SOURCE MATERIAL:
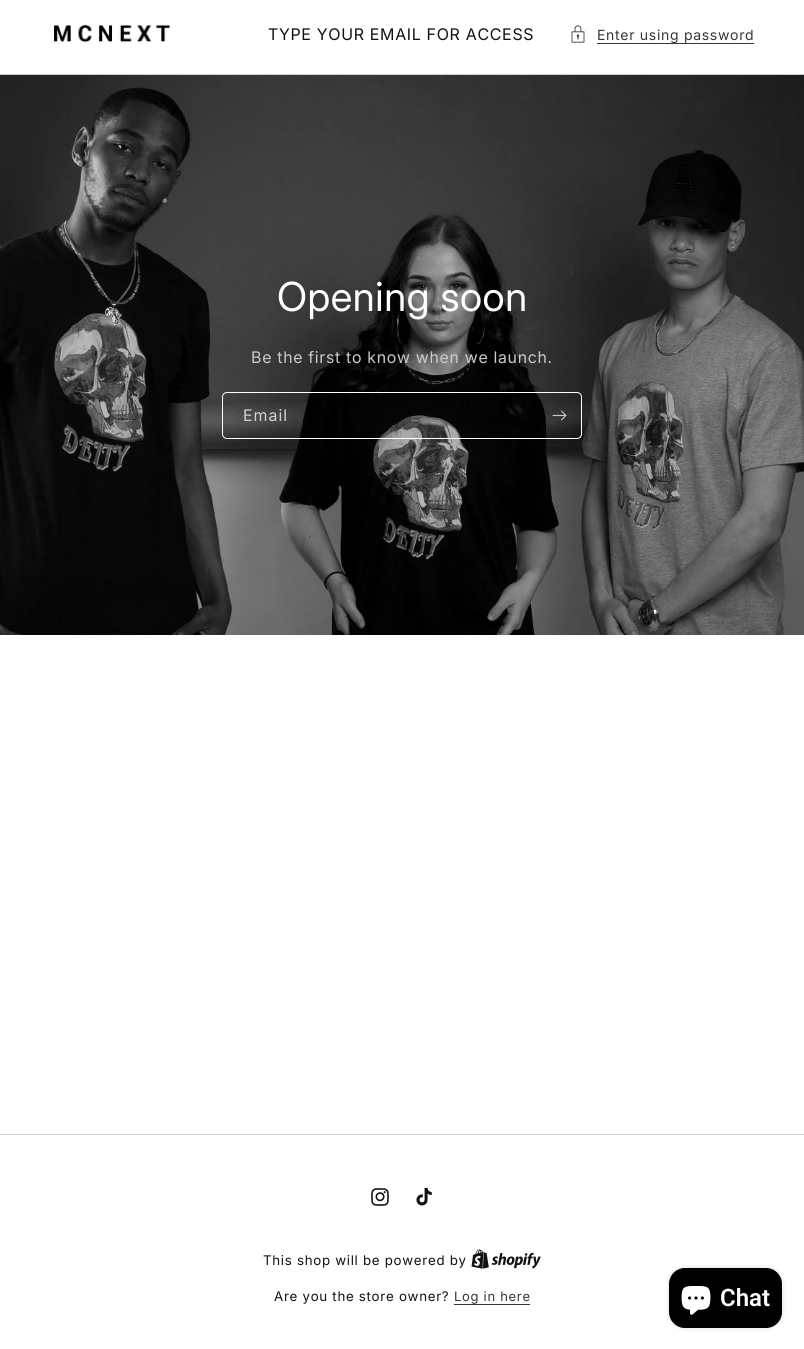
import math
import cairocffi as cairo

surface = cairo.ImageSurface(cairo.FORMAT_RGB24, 804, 1349)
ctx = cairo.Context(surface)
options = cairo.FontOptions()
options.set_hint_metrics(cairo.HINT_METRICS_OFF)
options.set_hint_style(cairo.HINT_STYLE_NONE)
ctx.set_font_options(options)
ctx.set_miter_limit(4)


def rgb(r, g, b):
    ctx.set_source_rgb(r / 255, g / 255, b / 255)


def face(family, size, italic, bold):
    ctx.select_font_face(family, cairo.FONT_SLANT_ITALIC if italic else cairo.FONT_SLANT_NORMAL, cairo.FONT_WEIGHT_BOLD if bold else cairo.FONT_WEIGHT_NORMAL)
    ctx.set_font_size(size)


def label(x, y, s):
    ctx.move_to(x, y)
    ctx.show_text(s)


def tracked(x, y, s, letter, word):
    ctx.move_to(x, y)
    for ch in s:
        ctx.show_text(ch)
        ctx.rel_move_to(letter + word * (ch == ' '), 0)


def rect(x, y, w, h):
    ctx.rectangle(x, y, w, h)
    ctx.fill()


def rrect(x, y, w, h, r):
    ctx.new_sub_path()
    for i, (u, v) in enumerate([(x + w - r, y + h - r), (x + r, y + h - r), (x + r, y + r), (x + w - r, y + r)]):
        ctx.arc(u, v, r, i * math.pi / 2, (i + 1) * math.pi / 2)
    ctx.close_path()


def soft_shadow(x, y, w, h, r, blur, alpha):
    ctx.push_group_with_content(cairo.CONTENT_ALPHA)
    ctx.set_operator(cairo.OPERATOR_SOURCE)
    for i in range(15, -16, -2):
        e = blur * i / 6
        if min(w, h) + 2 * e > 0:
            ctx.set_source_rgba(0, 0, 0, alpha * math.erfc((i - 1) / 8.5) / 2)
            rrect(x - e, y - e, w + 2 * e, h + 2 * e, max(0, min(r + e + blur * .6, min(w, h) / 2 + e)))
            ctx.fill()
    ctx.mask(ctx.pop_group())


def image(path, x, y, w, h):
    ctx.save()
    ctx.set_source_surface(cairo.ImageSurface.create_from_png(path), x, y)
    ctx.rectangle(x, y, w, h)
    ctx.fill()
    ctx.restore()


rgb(255, 255, 255)
ctx.paint()
image('image0.png', 54, 24, 116, 19)
face('Inter', 16, 0, 0)
rgb(18, 18, 18)
tracked(268, 40, 'TYPE YOUR EMAIL FOR ACCESS', 0.7, 0)
image('image1.png', 571, 25, 14, 18)
face('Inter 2', 14, 0, 0)
rgb(54, 54, 54)
tracked(597, 40, 'Enter using password', 0.7, 0)
rect(597, 43, 157, 1)
rgb(208, 208, 208)
rect(0, 74, 804, 1)
image('image2.png', 0, 75, 804, 560)
face('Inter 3', 40, 0, 0)
rgb(255, 255, 255)
tracked(277, 311, 'Opening soon', 0.6, 0)
face('Inter', 16, 0, 0)
rgb(202, 202, 202)
tracked(251, 363, 'Be the first to know when we launch.', 0.7, 0)
rrect(222.5, 392.5, 359, 46, 4.5)
rgb(255, 255, 255)
ctx.set_line_width(1)
ctx.stroke()
rgb(209, 209, 209)
tracked(243, 421, 'Email', 1, 0)
image('image3.png', 552, 410, 15, 11)
rgb(208, 208, 208)
rect(0, 1134, 804, 1)
image('image4.png', 371, 1188, 18, 18)
image('image5.png', 416, 1187, 16, 19)
face('Inter 2', 13.3, 0, 0)
rgb(18, 18, 18)
tracked(263, 1265, 'This shop will be powered by', 0.7, 0)
image('image6.png', 471, 1249, 70, 20)
tracked(274, 1301, 'Are you the store owner?', 0.7, 0)
face('Inter 2', 13, 0, 0)
rgb(54, 54, 54)
tracked(454, 1301, 'Log in here', 0.7, 0)
rect(454, 1304, 76, 1)
rgb(0, 0, 0)
soft_shadow(669, 1268, 113, 60, 16, 2.5, 0.15)
rgb(0, 0, 0)
rrect(669, 1268, 113, 60, 16)
ctx.fill()
image('image7.png', 681, 1286, 30, 29)
face('Roboto SemiBold', 24, 0, 0)
rgb(255, 255, 255)
label(720, 1306, 'Chat')
surface.write_to_png('render.png')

EXERCISE GOAL:
Search the material above for the string "cairo". Show every line that holds it.

EXPECTED ANSWER:
import cairocffi as cairo
surface = cairo.ImageSurface(cairo.FORMAT_RGB24, 804, 1349)
ctx = cairo.Context(surface)
options = cairo.FontOptions()
options.set_hint_metrics(cairo.HINT_METRICS_OFF)
options.set_hint_style(cairo.HINT_STYLE_NONE)
    ctx.select_font_face(family, cairo.FONT_SLANT_ITALIC if italic else cairo.FONT_SLANT_NORMAL, cairo.FONT_WEIGHT_BOLD if bold else cairo.FONT_WEIGHT_NORMAL)
    ctx.push_group_with_content(cairo.CONTENT_ALPHA)
    ctx.set_operator(cairo.OPERATOR_SOURCE)
    ctx.set_source_surface(cairo.ImageSurface.create_from_png(path), x, y)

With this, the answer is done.